[[ SUPPLIED ENTRIES, beginning ]]

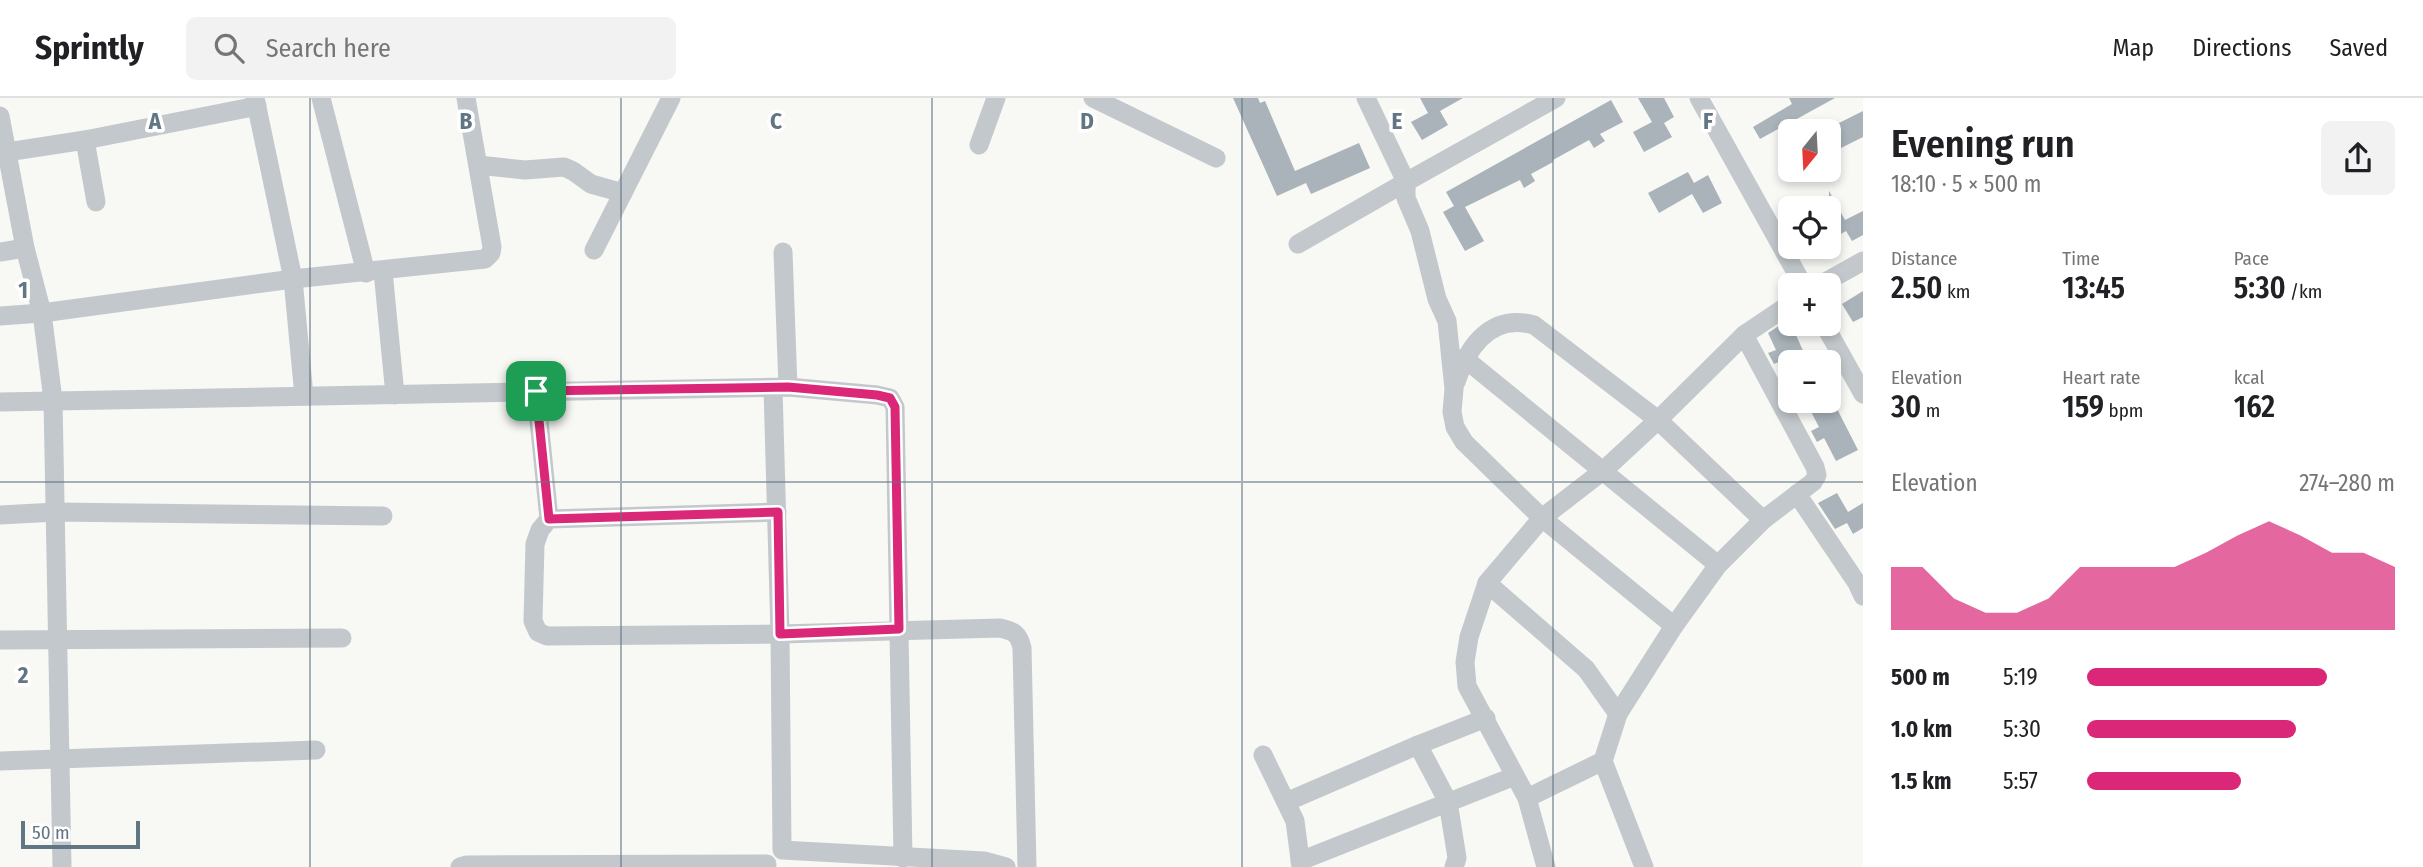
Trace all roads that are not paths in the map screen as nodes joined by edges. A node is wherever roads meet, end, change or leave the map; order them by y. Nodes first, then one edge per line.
1 (321, 98) edge
2 (466, 98) edge
3 (671, 98) edge
4 (996, 98) edge
5 (1093, 98) edge
6 (1366, 98) edge
7 (1556, 98) edge
8 (1699, 98) edge
9 (256, 102) edge
10 (0, 116) edge
11 (85, 140) junction
12 (979, 145) dead end
13 (3, 152) edge
14 (1216, 159) dead end
15 (478, 165) junction
16 (1406, 182) junction
17 (623, 193) junction
18 (96, 202) dead end
19 (1298, 244) dead end
20 (25, 248) junction
21 (594, 250) dead end
22 (0, 252) edge
23 (783, 252) dead end
24 (1863, 261) edge
25 (375, 272) junction
26 (1796, 273) edge
27 (1841, 273) edge
28 (293, 279) junction
29 (1778, 312) edge
30 (42, 313) junction
31 (0, 316) edge
32 (1744, 335) junction
33 (1831, 336) edge
34 (1464, 358) junction
35 (781, 388) junction
36 (1454, 389) junction
37 (536, 391) junction
38 (395, 394) junction
39 (1863, 394) edge
40 (304, 396) junction
41 (53, 400) junction
42 (0, 402) edge
43 (1658, 421) junction
44 (1604, 470) junction
45 (1797, 494) junction
46 (56, 512) junction
47 (778, 512) junction
48 (0, 515) edge
49 (383, 516) dead end
50 (1542, 518) junction
51 (549, 519) junction
52 (1763, 520) junction
53 (1718, 565) junction
54 (1487, 583) junction
55 (1863, 596) edge
56 (1674, 626) junction
57 (899, 629) junction
58 (780, 634) junction
59 (342, 638) dead end
60 (0, 640) edge
61 (59, 640) junction
62 (1618, 715) junction
63 (1486, 718) junction
64 (1418, 745) junction
65 (316, 750) dead end
66 (1262, 755) dead end
67 (60, 760) junction
68 (0, 761) edge
69 (1603, 761) junction
70 (1515, 776) junction
71 (1527, 798) junction
72 (1286, 802) junction
73 (1448, 802) junction
74 (782, 850) junction
75 (903, 858) junction
76 (937, 862) edge
77 (1300, 864) edge
78 (595, 865) edge
79 (767, 865) edge
80 (62, 867) edge
81 (460, 867) edge
82 (1006, 867) edge
83 (1027, 867) edge
84 (1454, 867) edge
85 (1546, 867) edge
86 (1644, 867) edge

1 - 25 street
2 - 15 street
3 - 17 street
4 - 12 street
5 - 14 street
6 - 16 street
7 - 16 street
8 - 26 street
9 - 11 street
9 - 28 street
10 - 13 street
11 - 13 street
11 - 18 street
13 - 20 street
15 - 17 street
15 - 25 street
16 - 19 street
16 - 36 street
17 - 21 street
20 - 22 street
20 - 30 street
23 - 35 street
24 - 27 street
25 - 28 street
25 - 38 street
28 - 30 street
28 - 40 street
29 - 32 street
30 - 31 street
30 - 41 street
32 - 43 street
32 - 45 street
33 - 39 street
34 - 36 street
34 - 43 street
34 - 44 street
35 - 37 street
35 - 47 street
35 - 57 street
36 - 50 street
37 - 38 street
37 - 51 street
38 - 40 street
40 - 41 street
41 - 42 street
41 - 46 street
43 - 44 street
43 - 52 street
44 - 50 street
44 - 53 street
45 - 52 street
45 - 55 street
46 - 48 street
46 - 49 street
46 - 61 street
47 - 51 street
47 - 58 street
50 - 54 street
50 - 56 street
51 - 58 street
52 - 53 street
53 - 56 street
54 - 62 street
54 - 63 street
56 - 62 street
57 - 58 street
57 - 75 street
57 - 83 street
58 - 74 street
59 - 61 street
60 - 61 street
61 - 67 street
62 - 69 street
63 - 64 street
63 - 70 street
64 - 72 street
64 - 73 street
65 - 67 street
66 - 72 street
67 - 68 street
67 - 80 street
69 - 71 street
69 - 86 street
70 - 71 street
70 - 73 street
71 - 85 street
72 - 77 street
73 - 77 street
73 - 84 street
74 - 75 street
74 - 79 street
75 - 76 street
76 - 82 street
78 - 79 street
78 - 81 street

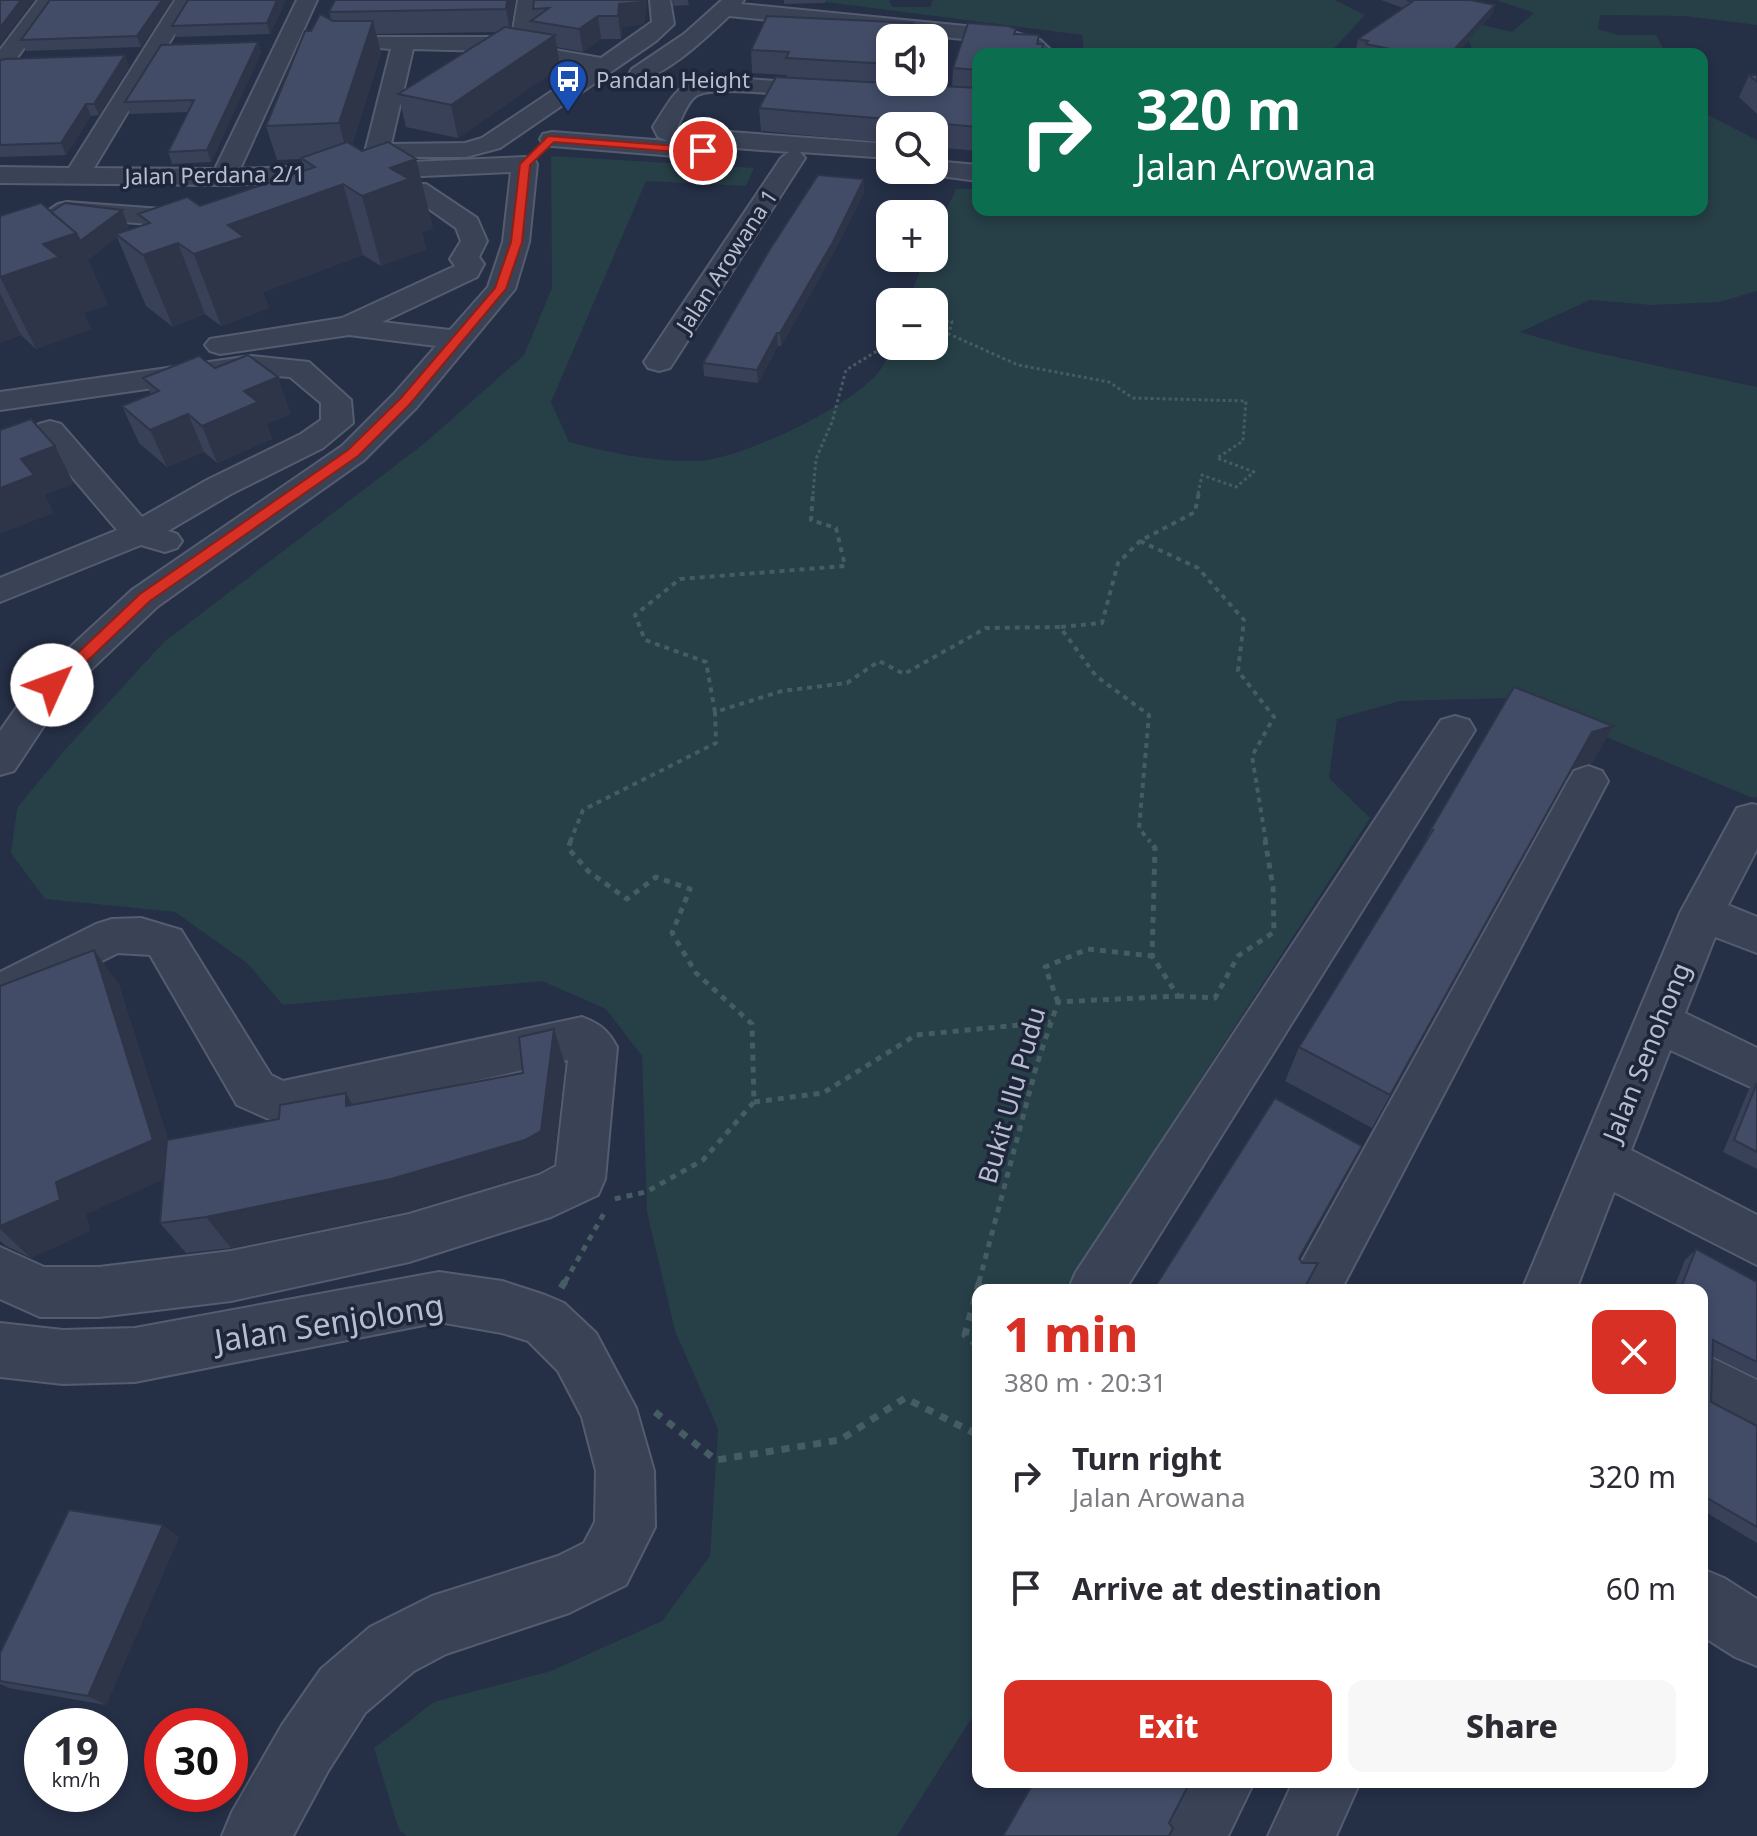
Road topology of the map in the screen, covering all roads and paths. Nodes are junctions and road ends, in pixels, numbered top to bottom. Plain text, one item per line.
1 (49, 0) edge
2 (185, 0) edge
3 (307, 0) edge
4 (528, 0) edge
5 (660, 0) edge
6 (729, 4) edge
7 (767, 13) junction
8 (876, 28) edge
9 (829, 33) edge
10 (876, 34) edge
11 (948, 35) edge
12 (754, 38) edge
13 (404, 42) junction
14 (285, 43) junction
15 (357, 43) edge
16 (257, 44) edge
17 (185, 46) edge
18 (1036, 48) edge
19 (521, 49) junction
20 (153, 52) junction
21 (121, 57) edge
22 (2, 60) edge
23 (33, 60) edge
24 (602, 65) junction
25 (792, 79) edge
26 (876, 83) edge
27 (757, 88) junction
28 (946, 100) edge
29 (572, 122) dead end
30 (552, 139) junction
31 (876, 148) edge
32 (876, 148) edge
33 (948, 155) edge
34 (972, 156) edge
35 (793, 158) junction
36 (525, 164) junction
37 (876, 165) edge
38 (948, 170) edge
39 (972, 172) edge
40 (0, 175) edge
41 (77, 175) junction
42 (224, 177) junction
43 (417, 189) dead end
44 (175, 218) edge
45 (0, 255) edge
46 (464, 259) junction
47 (383, 280) dead end
48 (357, 293) dead end
49 (948, 321) edge
50 (349, 326) junction
51 (264, 338) junction
52 (455, 340) junction
53 (876, 352) edge
54 (659, 362) dead end
55 (0, 378) edge
56 (0, 401) edge
57 (50, 431) dead end
58 (138, 534) junction
59 (1140, 541) junction
60 (208, 553) junction
61 (0, 591) edge
62 (1060, 627) junction
63 (715, 712) junction
64 (1455, 730) dead end
65 (0, 761) edge
66 (1588, 781) edge
67 (1752, 819) dead end
68 (1702, 913) junction
69 (1757, 936) edge
70 (1152, 956) junction
71 (0, 993) edge
72 (1178, 996) junction
73 (1058, 1002) junction
74 (1052, 1022) junction
75 (1658, 1022) junction
76 (1757, 1070) edge
77 (754, 1102) junction
78 (1601, 1160) junction
79 (1757, 1241) edge
80 (0, 1272) edge
81 (979, 1284) edge
82 (1099, 1284) edge
83 (1316, 1284) edge
84 (1551, 1284) edge
85 (972, 1309) edge
86 (545, 1321) junction
87 (972, 1341) edge
88 (0, 1350) edge
89 (1708, 1383) edge
90 (653, 1411) dead end
91 (1757, 1411) edge
92 (972, 1432) edge
93 (1708, 1604) edge
94 (1757, 1635) edge
95 (1218, 1788) edge
96 (1324, 1788) edge
97 (256, 1836) edge
98 (1192, 1836) edge
99 (1302, 1836) edge

1 - 22 street
2 - 20 street
3 - 14 street
4 - 19 street
5 - 24 street
6 - 7 street
6 - 24 street
7 - 8 street
7 - 12 street
9 - 10 street
11 - 18 street
13 - 15 street
13 - 19 street
13 - 24 street
14 - 16 street
14 - 42 street
17 - 20 street
19 - 24 street
20 - 21 street
20 - 41 street
22 - 23 street
25 - 26 street
27 - 28 street
27 - 31 street
27 - 32 street
29 - 30 street
30 - 35 street
30 - 36 street
33 - 34 street
35 - 37 street
35 - 54 street, Jalan Arowana 1
36 - 42 street, Jalan Perdana 2/1
36 - 52 street
38 - 39 street
40 - 41 street, Jalan Perdana 2/1
41 - 42 street, Jalan Perdana 2/1
43 - 46 street
44 - 45 street
46 - 47 street
46 - 50 street
48 - 51 street
49 - 59 path
50 - 51 street
50 - 52 street
51 - 55 street
52 - 60 street
53 - 63 path
56 - 58 street
57 - 58 street
58 - 60 street
58 - 61 street
59 - 62 path
59 - 72 path, Bukit Ulu Pudu
60 - 65 street
62 - 63 path
62 - 70 path
63 - 77 path
64 - 82 street
66 - 83 street
67 - 68 street, Jalan Senohong
68 - 69 street
68 - 75 street, Jalan Senohong
70 - 72 path
70 - 73 path
71 - 80 street
72 - 73 path, Bukit Ulu Pudu
73 - 74 path, Bukit Ulu Pudu
74 - 77 path
74 - 81 path, Bukit Ulu Pudu
75 - 76 street
75 - 78 street, Jalan Senohong
77 - 86 path
78 - 79 street
78 - 84 street, Jalan Senohong
85 - 87 path, Bukit Ulu Pudu
86 - 88 street, Jalan Senjolong
86 - 97 street, Jalan Senjolong
89 - 91 street
90 - 92 path
93 - 94 street
95 - 98 street
96 - 99 street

[[ SUPPLIED ENTRIES, end ]]

#### WHAT TO DO:
Which of the lines above mention the word "Senohong"? Pull those lines out.

#### SOLVED EXERCISE:
67 - 68 street, Jalan Senohong
68 - 75 street, Jalan Senohong
75 - 78 street, Jalan Senohong
78 - 84 street, Jalan Senohong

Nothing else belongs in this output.